-- Opening Marker --
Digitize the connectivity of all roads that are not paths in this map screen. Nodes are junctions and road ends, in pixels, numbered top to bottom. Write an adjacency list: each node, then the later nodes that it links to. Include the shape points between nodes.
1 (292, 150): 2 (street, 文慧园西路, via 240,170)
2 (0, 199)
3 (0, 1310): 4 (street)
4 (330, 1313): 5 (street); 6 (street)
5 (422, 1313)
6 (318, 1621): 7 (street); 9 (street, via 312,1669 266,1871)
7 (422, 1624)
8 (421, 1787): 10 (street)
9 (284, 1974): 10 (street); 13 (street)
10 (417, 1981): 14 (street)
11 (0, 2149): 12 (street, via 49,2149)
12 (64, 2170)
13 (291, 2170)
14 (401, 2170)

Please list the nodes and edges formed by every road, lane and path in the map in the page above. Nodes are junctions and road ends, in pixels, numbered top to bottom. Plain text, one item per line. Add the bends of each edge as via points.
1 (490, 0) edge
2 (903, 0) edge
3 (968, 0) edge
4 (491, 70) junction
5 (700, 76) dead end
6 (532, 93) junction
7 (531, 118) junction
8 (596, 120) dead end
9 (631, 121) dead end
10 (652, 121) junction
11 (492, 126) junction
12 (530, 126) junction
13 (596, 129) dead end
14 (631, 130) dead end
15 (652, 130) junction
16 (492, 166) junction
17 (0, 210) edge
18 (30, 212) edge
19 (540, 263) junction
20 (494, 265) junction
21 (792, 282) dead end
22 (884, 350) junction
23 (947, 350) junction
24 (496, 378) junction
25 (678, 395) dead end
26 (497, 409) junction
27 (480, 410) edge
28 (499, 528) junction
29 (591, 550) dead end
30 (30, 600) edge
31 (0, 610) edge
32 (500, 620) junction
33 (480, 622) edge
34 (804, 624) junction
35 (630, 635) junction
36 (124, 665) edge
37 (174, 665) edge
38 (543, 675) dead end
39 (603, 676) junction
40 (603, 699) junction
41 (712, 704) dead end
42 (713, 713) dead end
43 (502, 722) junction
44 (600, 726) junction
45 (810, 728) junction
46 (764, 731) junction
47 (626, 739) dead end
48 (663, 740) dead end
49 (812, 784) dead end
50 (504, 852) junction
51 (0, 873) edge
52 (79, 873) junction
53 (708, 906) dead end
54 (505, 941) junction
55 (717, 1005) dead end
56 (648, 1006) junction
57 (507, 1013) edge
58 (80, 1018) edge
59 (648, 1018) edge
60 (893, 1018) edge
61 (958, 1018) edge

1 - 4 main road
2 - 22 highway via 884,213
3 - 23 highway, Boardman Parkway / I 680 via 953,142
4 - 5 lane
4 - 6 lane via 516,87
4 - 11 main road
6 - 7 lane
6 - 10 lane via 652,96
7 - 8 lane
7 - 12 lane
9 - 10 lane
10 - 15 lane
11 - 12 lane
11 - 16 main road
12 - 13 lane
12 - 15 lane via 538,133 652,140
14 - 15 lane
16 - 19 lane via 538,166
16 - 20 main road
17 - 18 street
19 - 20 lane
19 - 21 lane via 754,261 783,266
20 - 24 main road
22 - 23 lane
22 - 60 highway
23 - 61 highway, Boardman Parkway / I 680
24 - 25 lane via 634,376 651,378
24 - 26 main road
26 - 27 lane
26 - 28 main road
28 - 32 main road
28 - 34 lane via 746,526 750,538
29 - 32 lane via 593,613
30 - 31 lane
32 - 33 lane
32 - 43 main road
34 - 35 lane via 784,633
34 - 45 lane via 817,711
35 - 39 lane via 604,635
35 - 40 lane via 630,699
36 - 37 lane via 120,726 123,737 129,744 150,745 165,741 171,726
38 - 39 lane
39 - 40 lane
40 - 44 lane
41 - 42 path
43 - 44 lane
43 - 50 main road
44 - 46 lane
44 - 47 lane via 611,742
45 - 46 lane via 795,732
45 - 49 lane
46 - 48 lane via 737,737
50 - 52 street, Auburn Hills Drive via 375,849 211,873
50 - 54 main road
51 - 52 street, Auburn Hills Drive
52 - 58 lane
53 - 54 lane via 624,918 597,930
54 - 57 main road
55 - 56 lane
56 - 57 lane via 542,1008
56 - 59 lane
-- Closing Marker --
## What you will do
Whole listing, every line: reproduce it exactly.

## Task output
Digitize the connectivity of all roads that are not paths in this map screen. Nodes are junctions and road ends, in pixels, numbered top to bottom. Write an adjacency list: each node, then the later nodes that it links to. Include the shape points between nodes.
1 (292, 150): 2 (street, 文慧园西路, via 240,170)
2 (0, 199)
3 (0, 1310): 4 (street)
4 (330, 1313): 5 (street); 6 (street)
5 (422, 1313)
6 (318, 1621): 7 (street); 9 (street, via 312,1669 266,1871)
7 (422, 1624)
8 (421, 1787): 10 (street)
9 (284, 1974): 10 (street); 13 (street)
10 (417, 1981): 14 (street)
11 (0, 2149): 12 (street, via 49,2149)
12 (64, 2170)
13 (291, 2170)
14 (401, 2170)

Please list the nodes and edges formed by every road, lane and path in the map in the page above. Nodes are junctions and road ends, in pixels, numbered top to bottom. Plain text, one item per line. Add the bends of each edge as via points.
1 (490, 0) edge
2 (903, 0) edge
3 (968, 0) edge
4 (491, 70) junction
5 (700, 76) dead end
6 (532, 93) junction
7 (531, 118) junction
8 (596, 120) dead end
9 (631, 121) dead end
10 (652, 121) junction
11 (492, 126) junction
12 (530, 126) junction
13 (596, 129) dead end
14 (631, 130) dead end
15 (652, 130) junction
16 (492, 166) junction
17 (0, 210) edge
18 (30, 212) edge
19 (540, 263) junction
20 (494, 265) junction
21 (792, 282) dead end
22 (884, 350) junction
23 (947, 350) junction
24 (496, 378) junction
25 (678, 395) dead end
26 (497, 409) junction
27 (480, 410) edge
28 (499, 528) junction
29 (591, 550) dead end
30 (30, 600) edge
31 (0, 610) edge
32 (500, 620) junction
33 (480, 622) edge
34 (804, 624) junction
35 (630, 635) junction
36 (124, 665) edge
37 (174, 665) edge
38 (543, 675) dead end
39 (603, 676) junction
40 (603, 699) junction
41 (712, 704) dead end
42 (713, 713) dead end
43 (502, 722) junction
44 (600, 726) junction
45 (810, 728) junction
46 (764, 731) junction
47 (626, 739) dead end
48 (663, 740) dead end
49 (812, 784) dead end
50 (504, 852) junction
51 (0, 873) edge
52 (79, 873) junction
53 (708, 906) dead end
54 (505, 941) junction
55 (717, 1005) dead end
56 (648, 1006) junction
57 (507, 1013) edge
58 (80, 1018) edge
59 (648, 1018) edge
60 (893, 1018) edge
61 (958, 1018) edge

1 - 4 main road
2 - 22 highway via 884,213
3 - 23 highway, Boardman Parkway / I 680 via 953,142
4 - 5 lane
4 - 6 lane via 516,87
4 - 11 main road
6 - 7 lane
6 - 10 lane via 652,96
7 - 8 lane
7 - 12 lane
9 - 10 lane
10 - 15 lane
11 - 12 lane
11 - 16 main road
12 - 13 lane
12 - 15 lane via 538,133 652,140
14 - 15 lane
16 - 19 lane via 538,166
16 - 20 main road
17 - 18 street
19 - 20 lane
19 - 21 lane via 754,261 783,266
20 - 24 main road
22 - 23 lane
22 - 60 highway
23 - 61 highway, Boardman Parkway / I 680
24 - 25 lane via 634,376 651,378
24 - 26 main road
26 - 27 lane
26 - 28 main road
28 - 32 main road
28 - 34 lane via 746,526 750,538
29 - 32 lane via 593,613
30 - 31 lane
32 - 33 lane
32 - 43 main road
34 - 35 lane via 784,633
34 - 45 lane via 817,711
35 - 39 lane via 604,635
35 - 40 lane via 630,699
36 - 37 lane via 120,726 123,737 129,744 150,745 165,741 171,726
38 - 39 lane
39 - 40 lane
40 - 44 lane
41 - 42 path
43 - 44 lane
43 - 50 main road
44 - 46 lane
44 - 47 lane via 611,742
45 - 46 lane via 795,732
45 - 49 lane
46 - 48 lane via 737,737
50 - 52 street, Auburn Hills Drive via 375,849 211,873
50 - 54 main road
51 - 52 street, Auburn Hills Drive
52 - 58 lane
53 - 54 lane via 624,918 597,930
54 - 57 main road
55 - 56 lane
56 - 57 lane via 542,1008
56 - 59 lane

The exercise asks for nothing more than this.